At 10:15 a.m., Christine Herzog steps into Studio B at the audition center above 46th Street and Broadway. The room is bare, except for a classroom-style clock and a long table, around which sit four casting directors.
Ms. Herzog has just seconds to convince the four that she was a former secret agent from Nazi Germany - and that she despises her mother.
The vibrant, 5 ft., 3 in., former dancer admits she's a little nervous and flashes a wide smile. Then she takes a deep breath and visibly transforms herself.
"I hated everything about her," she seethes in her guise as Anna from Ron Elisha's play "Two." "I hated her because she had allowed herself to be turned into a pitiful groveling nothing," she gasps, staring straight ahead of herself. "She kissed me. She kissed me, and I wiped it off."
"Fair to middlin'," the Virginia-raised actress says of her performance on her way out of the building. "It didn't leave them breathless, and it should have." But, she adds, "I'm not unhappy with it."
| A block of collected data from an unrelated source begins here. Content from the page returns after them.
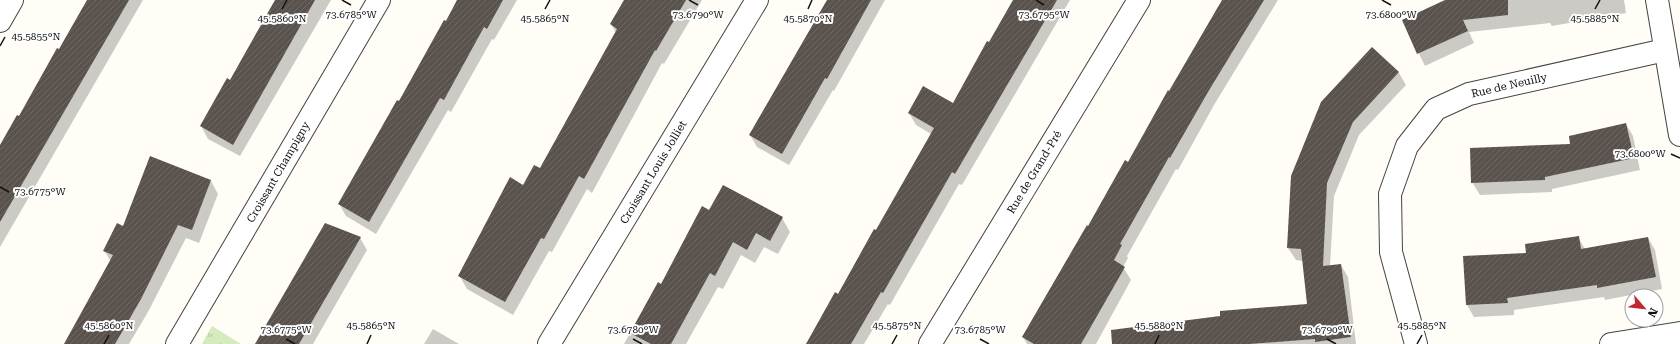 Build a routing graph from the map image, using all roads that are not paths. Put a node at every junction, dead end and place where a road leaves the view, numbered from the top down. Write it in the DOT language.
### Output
graph roads {
  1 [pos="12,0"];
  2 [pos="379,0"];
  3 [pos="757,0"];
  4 [pos="1138,0"];
  5 [pos="1657,0"];
  6 [pos="0,21"];
  7 [pos="1665,50"];
  8 [pos="1680,135"];
  9 [pos="1680,333"];
  10 [pos="177,344"];
  11 [pos="550,344"];
  12 [pos="930,344"];
  13 [pos="1416,344"];
  14 [pos="1611,344"];
  1 -- 6 [label="street"];
  2 -- 10 [label="street, Croissant Champigny"];
  3 -- 11 [label="street, Croissant Louis Jolliet"];
  4 -- 12 [label="street, Rue de Grand-Pré"];
  5 -- 7 [label="street"];
  7 -- 8 [label="street"];
  7 -- 13 [label="street, Rue de Neuilly"];
  9 -- 14 [label="street"];
} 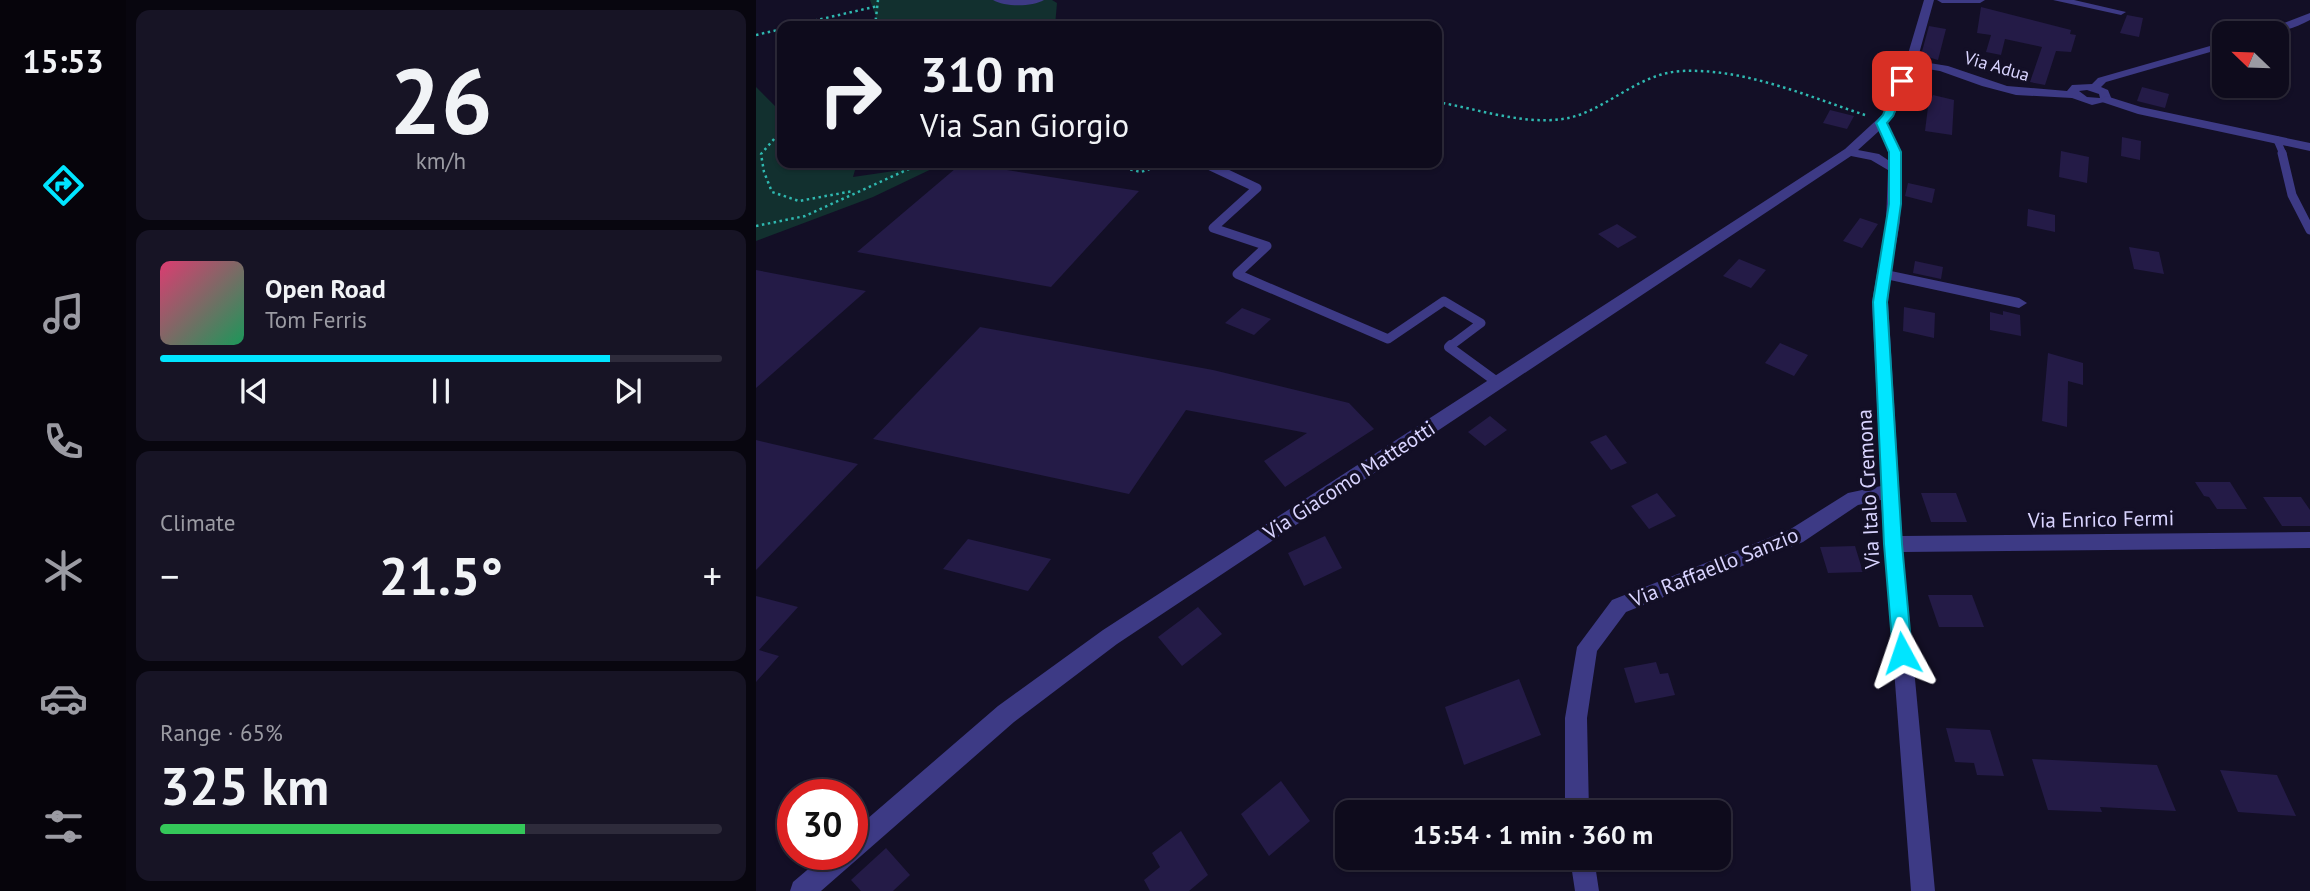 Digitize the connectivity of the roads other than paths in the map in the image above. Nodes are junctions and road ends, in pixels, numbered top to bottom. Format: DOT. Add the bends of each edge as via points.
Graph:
graph roads {
  1 [pos="998,0"];
  2 [pos="1039,0"];
  3 [pos="1929,0"];
  4 [pos="1942,0"];
  5 [pos="1980,0"];
  6 [pos="2059,0"];
  7 [pos="2121,12"];
  8 [pos="2310,16"];
  9 [pos="2289,26"];
  10 [pos="2212,48"];
  11 [pos="1911,64"];
  12 [pos="2094,88"];
  13 [pos="2074,94"];
  14 [pos="2106,100"];
  15 [pos="1877,120"];
  16 [pos="1865,139"];
  17 [pos="2280,141"];
  18 [pos="2310,148"];
  19 [pos="1849,152"];
  20 [pos="1894,166"];
  21 [pos="1215,168"];
  22 [pos="2310,230"];
  23 [pos="1882,274"];
  24 [pos="2019,303"];
  25 [pos="1497,383"];
  26 [pos="1891,491"];
  27 [pos="2310,540"];
  28 [pos="1893,544"];
  29 [pos="1577,800"];
  30 [pos="868,834"];
  31 [pos="826,870"];
  32 [pos="1584,870"];
  33 [pos="802,891"];
  34 [pos="1587,891"];
  35 [pos="1923,891"];
  1 -- 2 [label="street"];
  3 -- 11 [label="street, Via Giacomo Matteotti"];
  4 -- 5 [label="street"];
  6 -- 7 [label="street"];
  8 -- 9 [label="street"];
  10 -- 12 [label="street" via="2102,80"];
  11 -- 13 [label="street, Via Adua" via="1938,66 1994,87 2034,95"];
  11 -- 15 [label="street, Via Giacomo Matteotti" via="1888,116"];
  12 -- 13 [label="street" via="2078,86"];
  12 -- 14 [label="street" via="2104,92"];
  13 -- 14 [label="street" via="2088,101"];
  14 -- 17 [label="street"];
  15 -- 16 [label="street, Via Giacomo Matteotti"];
  15 -- 20 [label="street, Via Italo Cremona" via="1895,152"];
  16 -- 19 [label="street, Via Giacomo Matteotti"];
  16 -- 20 [label="street"];
  17 -- 18 [label="street"];
  17 -- 22 [label="lane" via="2292,195"];
  19 -- 20 [label="street"];
  19 -- 25 [label="street, Via Giacomo Matteotti"];
  20 -- 23 [label="street, Via Italo Cremona" via="1894,222"];
  21 -- 25 [label="lane" via="1257,188 1213,228 1267,246 1237,274 1388,339 1444,301 1481,323 1449,347"];
  23 -- 24 [label="street"];
  23 -- 26 [label="street, Via Italo Cremona"];
  25 -- 30 [label="street, Via Giacomo Matteotti" via="1110,637 1006,714"];
  26 -- 28 [label="street, Via Italo Cremona"];
  26 -- 29 [label="street, Via Raffaello Sanzio" via="1854,498 1796,536 1619,606 1587,647 1576,718"];
  27 -- 28 [label="street, Via Enrico Fermi"];
  28 -- 35 [label="street, Via Italo Cremona"];
  31 -- 33 [label="street"];
  32 -- 34 [label="street"];
} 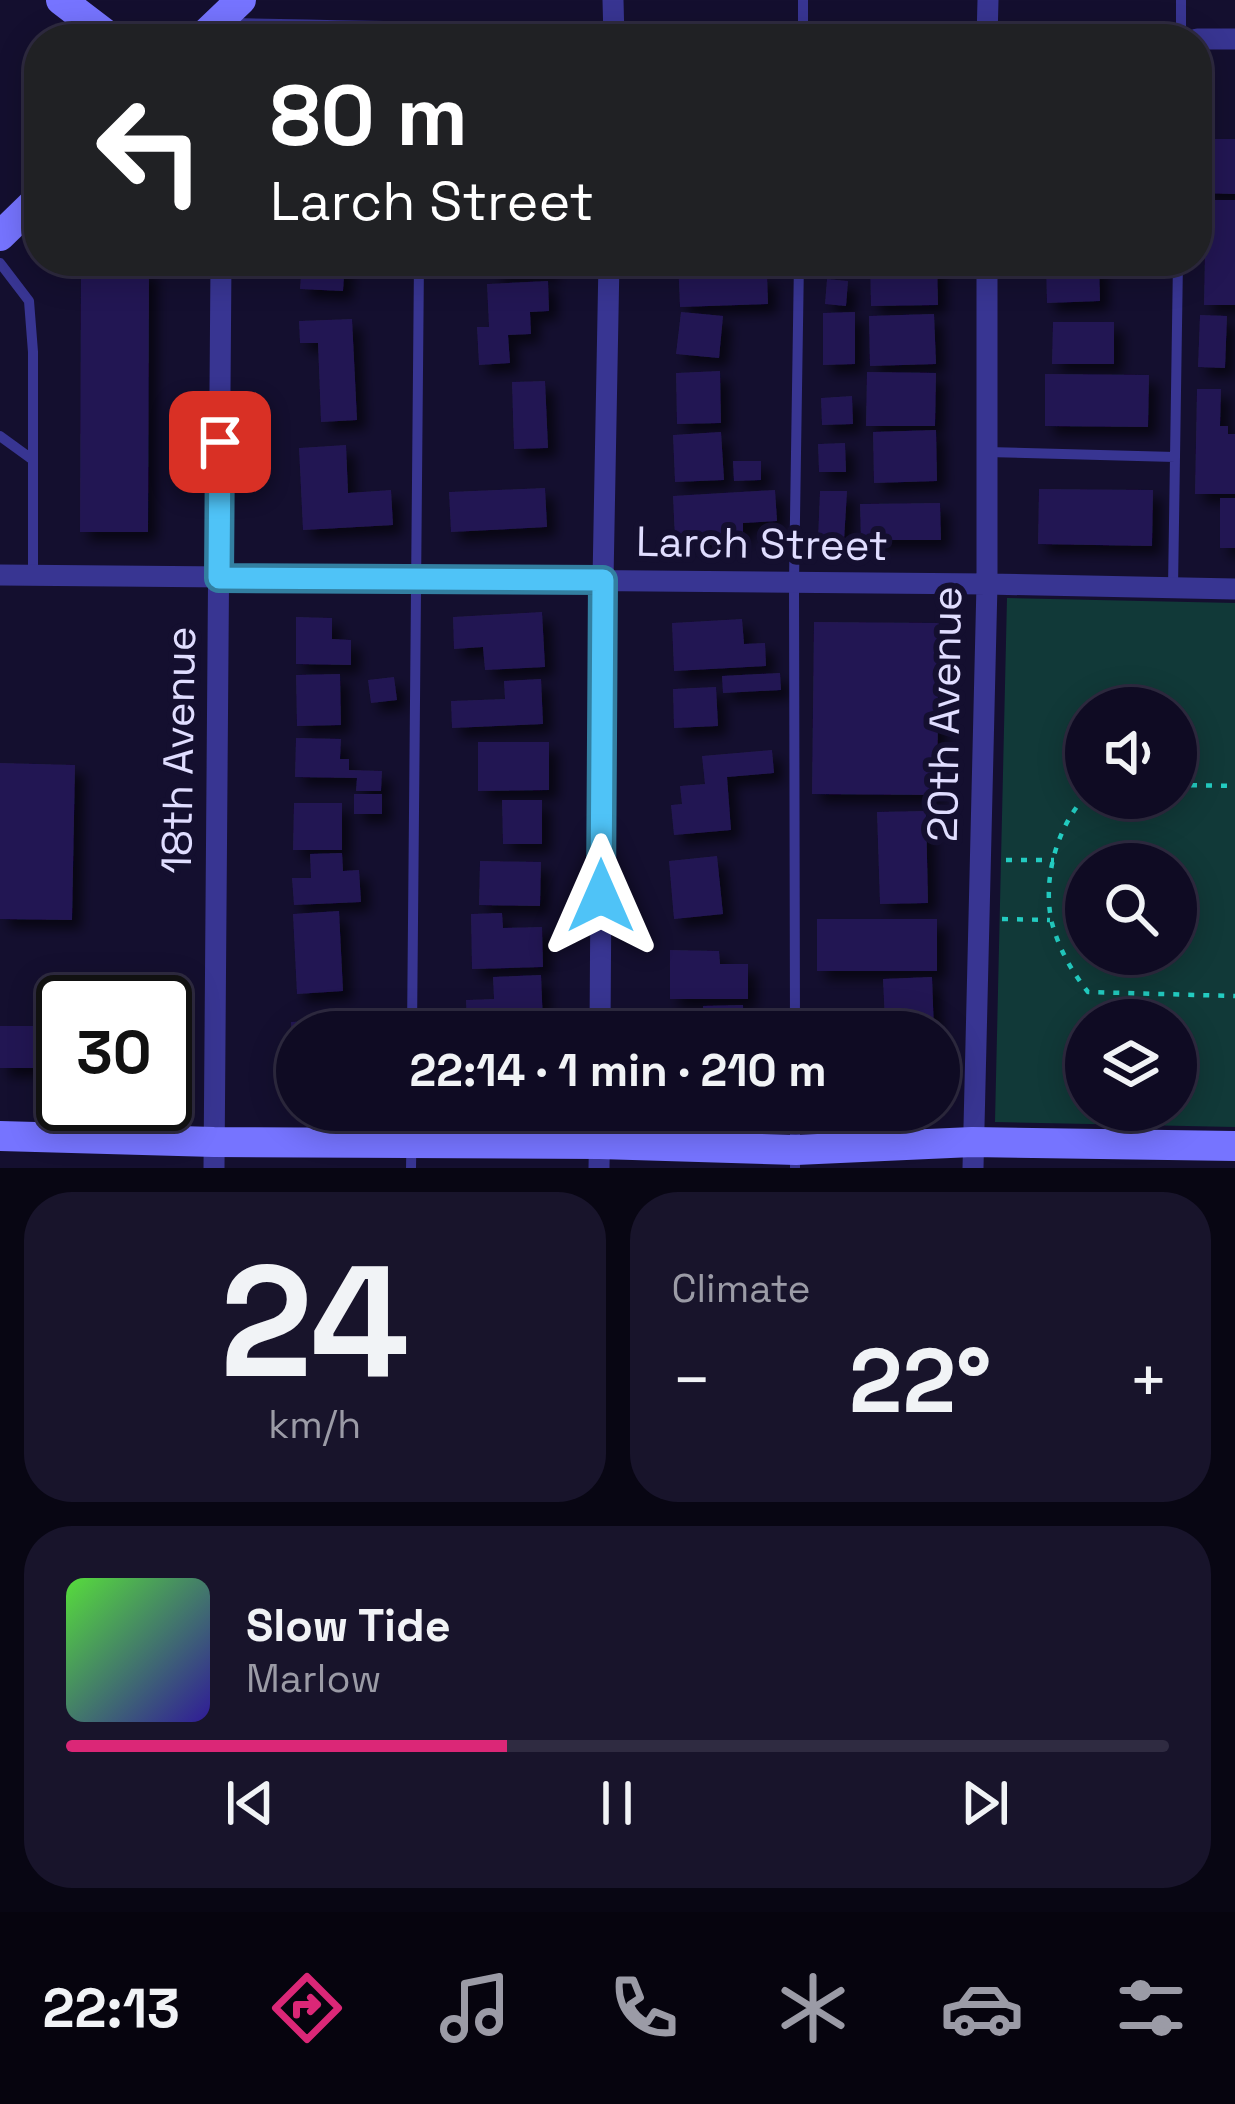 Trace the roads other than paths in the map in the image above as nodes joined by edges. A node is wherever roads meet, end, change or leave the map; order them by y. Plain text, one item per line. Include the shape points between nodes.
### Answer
1 (61, 0) edge
2 (241, 0) edge
3 (92, 24) edge
4 (218, 24) edge
5 (24, 213) edge
6 (0, 236) edge
7 (0, 263) edge
8 (221, 276) edge
9 (419, 276) edge
10 (609, 276) edge
11 (799, 276) edge
12 (987, 276) edge
13 (1178, 276) edge
14 (0, 436) edge
15 (987, 452) junction
16 (1175, 457) junction
17 (33, 460) junction
18 (0, 575) edge
19 (33, 576) junction
20 (219, 578) junction
21 (415, 579) junction
22 (603, 580) junction
23 (794, 582) junction
24 (987, 584) junction
25 (1173, 588) junction
26 (1235, 590) edge
27 (412, 1011) edge
28 (600, 1011) edge
29 (795, 1011) edge
30 (0, 1136) edge
31 (1235, 1146) edge
32 (214, 1155) edge
33 (411, 1155) edge
34 (972, 1155) edge
35 (600, 1156) edge
36 (1168, 1157) edge
37 (795, 1159) edge

1 - 3 street
2 - 4 street
5 - 6 street
7 - 17 lane via 29,301
8 - 20 street, 18th Avenue
9 - 21 lane
10 - 22 street
11 - 23 lane
12 - 15 street, 20th Avenue
13 - 16 lane
14 - 17 lane
15 - 16 lane
15 - 24 street, 20th Avenue
16 - 25 lane
17 - 19 lane
18 - 19 street, Larch Street
19 - 20 street, Larch Street
20 - 21 street, Larch Street
20 - 32 street, 18th Avenue
21 - 22 street, Larch Street
21 - 27 lane
22 - 23 street, Larch Street
22 - 28 street
23 - 24 street, Larch Street
23 - 29 lane
24 - 25 street, Larch Street
24 - 34 street, 20th Avenue
25 - 26 street, Larch Street
30 - 32 street
31 - 36 street
32 - 33 street
33 - 35 street
34 - 36 street
34 - 37 street
35 - 37 street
The day before, at an open call for "Voodoo Macbeth," "I really hit it," she says.
There's no shortage of performers like Herzog, who go to endless open casting calls hoping for that one break. Open calls, which are the equivalent to walk-ons in college football, give actors who don't have agents a chance to audition. "People who don't have a reputation get a chance to be seen," says Jerry Cole, auditions director for Actors' Equity Association, the union for stage actors and managers.
In New York, some actors attend open casting calls almost daily. This summer, Herzog has averaged a couple of open calls a week, and she has yet to get a callback. The broad-shouldered blonde is new to the city, but not to acting. She's performed everything from "Helen of Troy" to August Strindberg's "Miss Julie" both in Washington, D.C., and overseas. Despite that, Herzog is prepared to wait a couple of years before scoring any stage work in New York. In the meantime, like many actors, she's gotten a job with a temp agency to support herself.
Surprisingly, while unemployment has risen to the highest levels in nine years, according to the Bureau of Labor Statistics, employment rates for stage actors have remained constant for the past two decades. But still, an actor's chance of working is less than 50 percent in a year; in a week, only 15 percent of members of the actors' union are working, according to Actors' Equity.
So how often are actors discovered from open calls? "There's no way to tell," says Mr. Cole. "Most directors have an idea of what they want, but that doesn't mean the idea can't change."
And the odds aren't quite as steep as, say, winning the lottery. "I hire people all the time from open casting calls," says Victoria Pettibone, casting director at Bernard Telsey Casting. "I take them very seriously," she says, mentioning that she hired Sebastian Arcelus, who played Roger, one of the leads in "Rent," from an open call.
"If you want to and have the ability, you can be a star," says Ellen Jacoby, a casting director in Florida, who has cast several actors from open calls. They are particularly effective for finding kids, fresh talent, and actors with special athletic skills or singing and dancing ability.
At 7:30 on this particular rainy Friday morning, there's already a line of about 40 people waiting for an open casting call for two theater companies in New York.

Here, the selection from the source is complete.